In short, the retirement of the seemingly incomparable Nolan Ryan was met with the arrival of a pitcher who matched him in just about every category that was thought untouchable. Here’s the amazing part: Randy Johnson accomplished all this in five fewer seasons than Ryan. He faced 5,508 fewer batters than Ryan and struck out the ones he did face at a higher rate (28.6% to 25.3%). If Johnson were to face an equal number of batters, it is conceivable that he would have eclipsed Ryan’s career strikeout record by more than 700 K’s.

Every Giant in Baseball Lore Needs an Iconic Moment

Ask enough people what makes Ryan one of the most talked about pitchers of all time and a good number will point to a single moment that had no outcome on the box score. The image of Ryan putting Robin Ventura in a headlock is generally a favorite among the pitcher’s fans and used as some sort of expression of the intangibles of competitive drive and a bit of calculated mayhem that defined Ryan’s career.

Randy Johnson inadvertantly got his own moment in the game’s history when he destroyed a passing dove with a fastball. The incident took place in a March 2001 Spring Training game between Johnson’s Arizona Diamondbacks and the San Francisco Giants. Johnson unleashed a pitch only to have a passing bird fly between his arm and the catcher’s outstretched mitt. The ball passed through the bird and continued back to the screen behind the catcher. A briefly shaken catcher Rod Barajas looks around for the ball and the right-handed Calvin Murray simply steps back from the batters box to contemplate what would have happened if the pitch had gone through him instead.

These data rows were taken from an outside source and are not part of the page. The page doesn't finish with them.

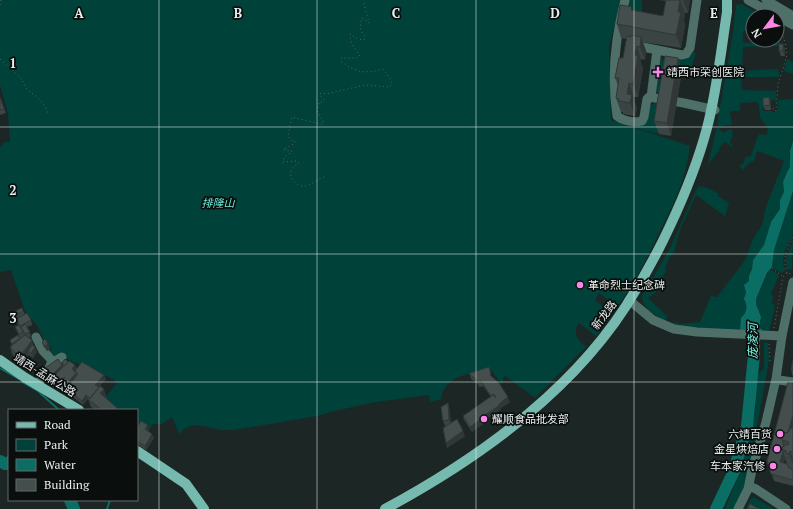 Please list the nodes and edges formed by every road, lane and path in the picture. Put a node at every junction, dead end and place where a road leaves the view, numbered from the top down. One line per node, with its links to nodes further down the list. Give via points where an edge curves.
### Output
1 (1, 0): 9 (path)
2 (363, 0): 20 (path, via 369,22 362,18 361,20 364,40 350,34 354,49 360,56 341,58 341,61 363,72 370,73 383,69 392,83 390,87 365,84 321,93 324,100 319,102 317,107 324,123 292,117 288,136 295,143 283,150 292,152 284,157 283,162 299,163 292,168 291,177 297,185 308,186)
3 (624, 0): 12 (street)
4 (697, 0): 14 (street, via 688,52 682,54)
5 (727, 0): 18 (main road, 新龙路)
6 (731, 0): 18 (main road, 新龙路)
7 (748, 0): 10 (street)
8 (766, 0): 11 (street)
9 (0, 5)
10 (763, 8)
11 (793, 16)
12 (618, 41): 14 (street); 16 (street, via 614,72 617,116 642,121 647,99)
13 (785, 42): 17 (path, via 787,55 778,84 776,111)
14 (657, 50): 16 (street)
15 (0, 59): 19 (path, via 22,79 26,90 37,97)
16 (651, 97): 18 (street)
17 (773, 108)
18 (713, 109): 27 (main road, 新龙路, via 706,145 691,190 658,258)
19 (48, 114)
20 (324, 177)
21 (793, 236): 23 (path, via 785,258)
22 (772, 268): 25 (path)
23 (787, 273): 24 (path); 25 (path)
24 (793, 274)
25 (783, 277): 28 (path, via 773,332)
26 (793, 282): 29 (street)
27 (630, 301): 28 (street, via 653,320 670,328); 42 (main road, 新龙路, via 580,365 525,417 474,454); 43 (main road, 新龙路, via 614,327 582,366 534,412 476,456)
28 (768, 336): 29 (street); 34 (path)
29 (782, 336): 40 (street, via 772,394)
30 (36, 338): 33 (street)
31 (62, 357): 33 (street, via 55,361)
32 (0, 360): 37 (main road, 靖西-孟麻公路)
33 (51, 360): 37 (street, via 48,371)
34 (771, 363)
35 (779, 380): 36 (street)
36 (793, 382)
37 (36, 385): 38 (main road, 靖西-孟麻公路)
38 (77, 409)
39 (138, 452): 41 (main road, via 186,484)
40 (749, 486): 44 (street); 45 (street)
41 (204, 509)
42 (385, 509)
43 (390, 509)
44 (738, 509)
45 (786, 509) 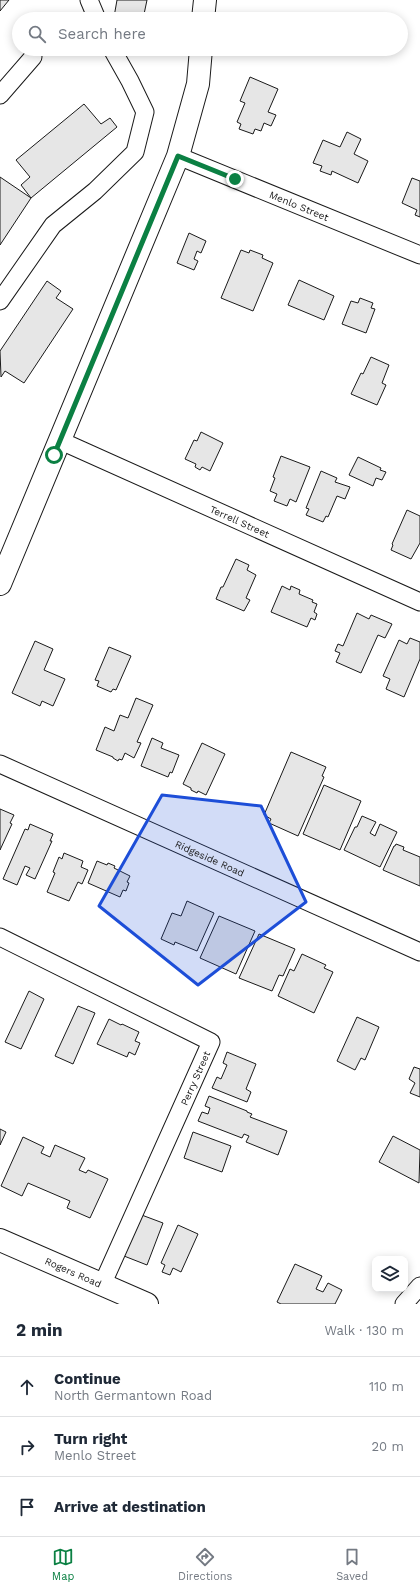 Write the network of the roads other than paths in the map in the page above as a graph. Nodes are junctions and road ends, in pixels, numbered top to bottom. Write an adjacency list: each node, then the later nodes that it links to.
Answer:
1 (89, 0): 3 (street)
2 (204, 0): 4 (main road)
3 (94, 12)
4 (203, 12)
5 (116, 56): 11 (street)
6 (200, 56): 9 (main road)
7 (33, 57): 8 (street)
8 (0, 95)
9 (178, 156): 10 (street, Menlo Street); 12 (main road)
10 (420, 255)
11 (0, 301)
12 (60, 441): 13 (main road); 14 (street, Terrell Street)
13 (0, 584)
14 (420, 602)
15 (0, 764): 17 (street, Ridgeside Road)
16 (0, 937): 19 (street, Perry Street)
17 (420, 952)
18 (0, 1240): 19 (main road, Rogers Road)
19 (102, 1285): 21 (main road, Rogers Road)
20 (420, 1286): 22 (street)
21 (146, 1304)
22 (404, 1304)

The moment was captured perfectly in a 2021 baseball card issue from Topps. The company produced the card shown above as part of its Project 70 collection, a set in which each of the 935 cards is the work of one of a stable of 51 different artists. Jonas Never designed the card to resemble the box art of Nintendo’s classic NES game Duck Hunt.

The ‘sploding bird prompted Johnson to commission a little artwork of his own. His eponymous photography projects bear a logo with a bird lying on its back.

1993 Finest Refractor #154

One of the reasons why I collect 1993 Finest Refractor baseball cards is the period in which it is set. 1993 marked a point where a significant cohort of veterans were retiring and the next generation was rising to take their place. Ryan appears in his final season as one of the key cards in the set while Johnson is just getting started. This card finishes the Mariners team set for my collection and was one of those cards in the set that doesn’t stay listed for sale very long.

Both pictures show Johnson in one of those dark Seattle uniforms that show off color so well as a refractor. The lack of long sleeve undershirt on the front indicates this image was taken at a different time than the one appearing on the back. Johnson is shown having just launched a pitch from the mound. The ball is nowhere to be seen in the photo, having already passed through the camera lens’ field of vision.